The company was broken up in 2007 with the spin off of its automotive parts division as WABCO Vehicle Control Systems and sale of the plumbing fixtures division as American Standard Brands. The remainder of the company subsumed the name of its HVAC division, Trane, and was acquired by Ingersoll Rand in 2008, with the parent company since renaming itself Trane Technologies.

== History ==

In 1929, the American Radiator Company (founded 1892) merged with the Standard Sanitary Manufacturing Company (founded 1875) to form the American Radiator and Standard Sanitary Corporation. The plumbing division, Standard Sanitary, would continue to sell their products under the "Standard" label until 1967, when the company changed its name to American Standard Corporation. The American Standard label was used for both divisions from that year on.

In 1929, American Standard bought the Kewanee Boiler Company, which it kept until the early 1970s.

In 1968, the group purchased earthmoving and mining product range of the Westinghouse Air Brake Company (WABCO). It divested itself of these assets in 1984.

In 1984, the group acquired HVAC manufacturer Trane. In 1999, American Standard purchased control of the United Kingdom-based plumbing fixture companies Armitage Shanks and Ceramica Dolomite of Italy from Blue Circle Industries for $430 million.

On February 1, 2007 the company announced it would break up its three divisions:

- The automotive parts division was spun off, forming WABCO Vehicle Control Systems.
- The plumbing fixtures division was sold off to Bain Capital for $1.745 billion.
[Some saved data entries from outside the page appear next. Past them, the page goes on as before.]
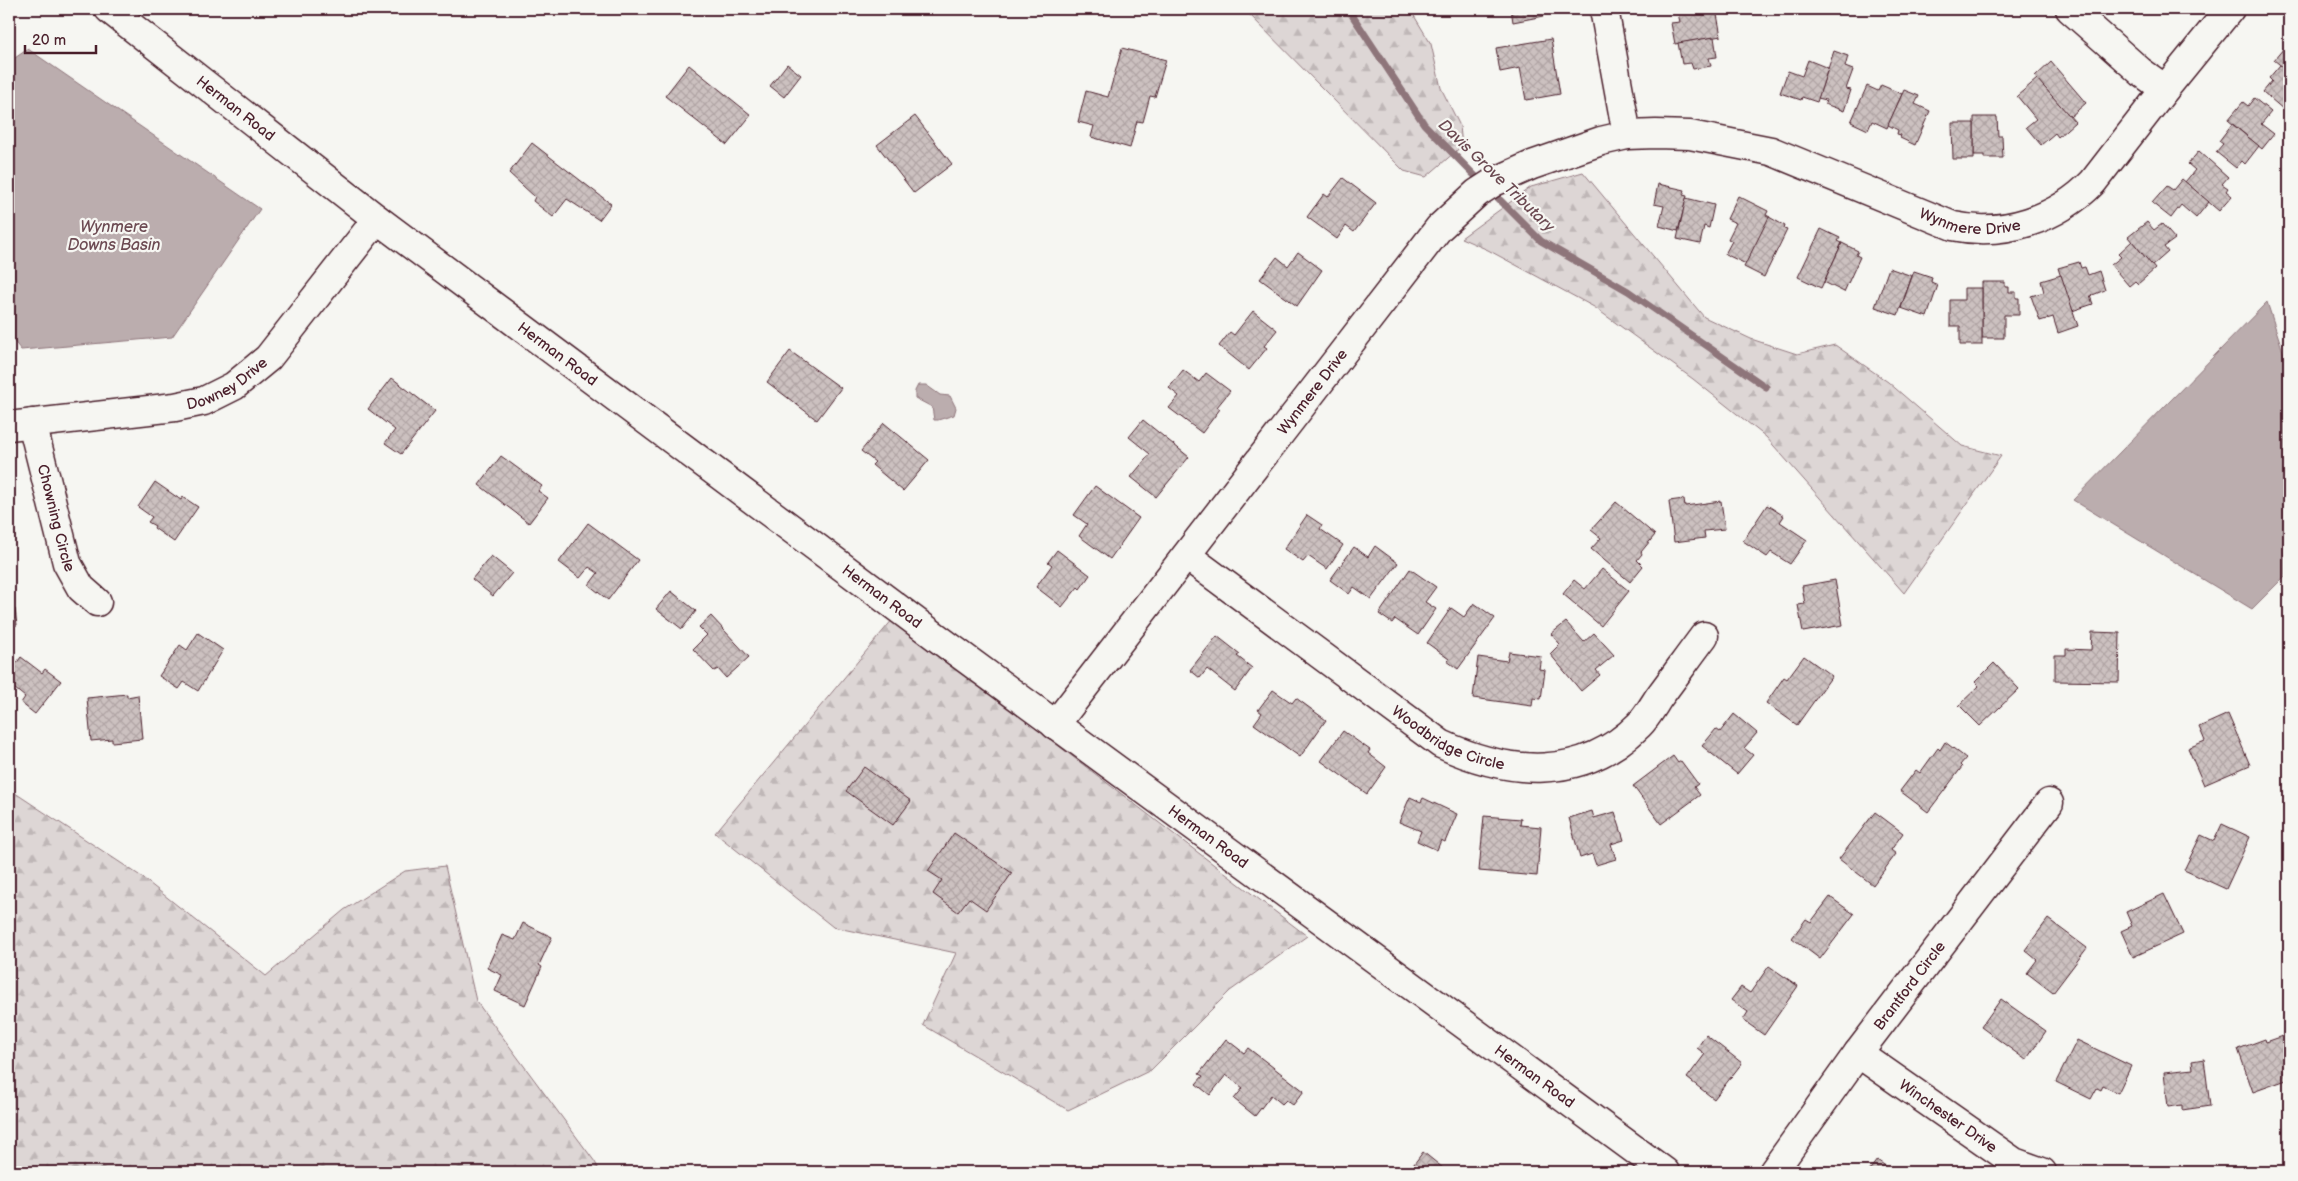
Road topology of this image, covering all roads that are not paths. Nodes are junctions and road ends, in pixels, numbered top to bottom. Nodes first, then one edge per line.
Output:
1 (109, 9) edge
2 (1604, 9) edge
3 (2070, 9) edge
4 (2230, 9) edge
5 (2165, 88) junction
6 (1627, 135) junction
7 (377, 219) junction
8 (21, 425) edge
9 (1186, 556) junction
10 (97, 602) dead end
11 (1704, 636) dead end
12 (1055, 725) junction
13 (2049, 803) dead end
14 (1858, 1053) junction
15 (1665, 1172) edge
16 (1773, 1172) edge
17 (2042, 1172) edge

1 - 7 street, Herman Road
2 - 6 street
3 - 5 street
4 - 5 street, Wynmere Drive
5 - 6 street, Wynmere Drive
6 - 9 street, Wynmere Drive
7 - 8 street, Downey Drive
7 - 12 street, Herman Road
8 - 10 street, Chowning Circle
9 - 11 street, Woodbridge Circle
9 - 12 street, Wynmere Drive
12 - 15 street, Herman Road
13 - 14 street, Brantford Circle
14 - 16 street, Brantford Circle
14 - 17 street, Winchester Drive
Bain sold the North American and Asian operations to Sun Capital and Lixil Group respectively, while retaining the European and Latin American operations as Ideal Standard. The deal also included the rights to use the former company name in North America operating as American Standard Brands.
- The remainder of the company took the name of its heating and air conditioning division, Trane. Ingersoll Rand made an offer to acquire Trane on December 17, 2007 and the sale was completed on June 5, 2008. The parent company has since been renamed Trane Technologies.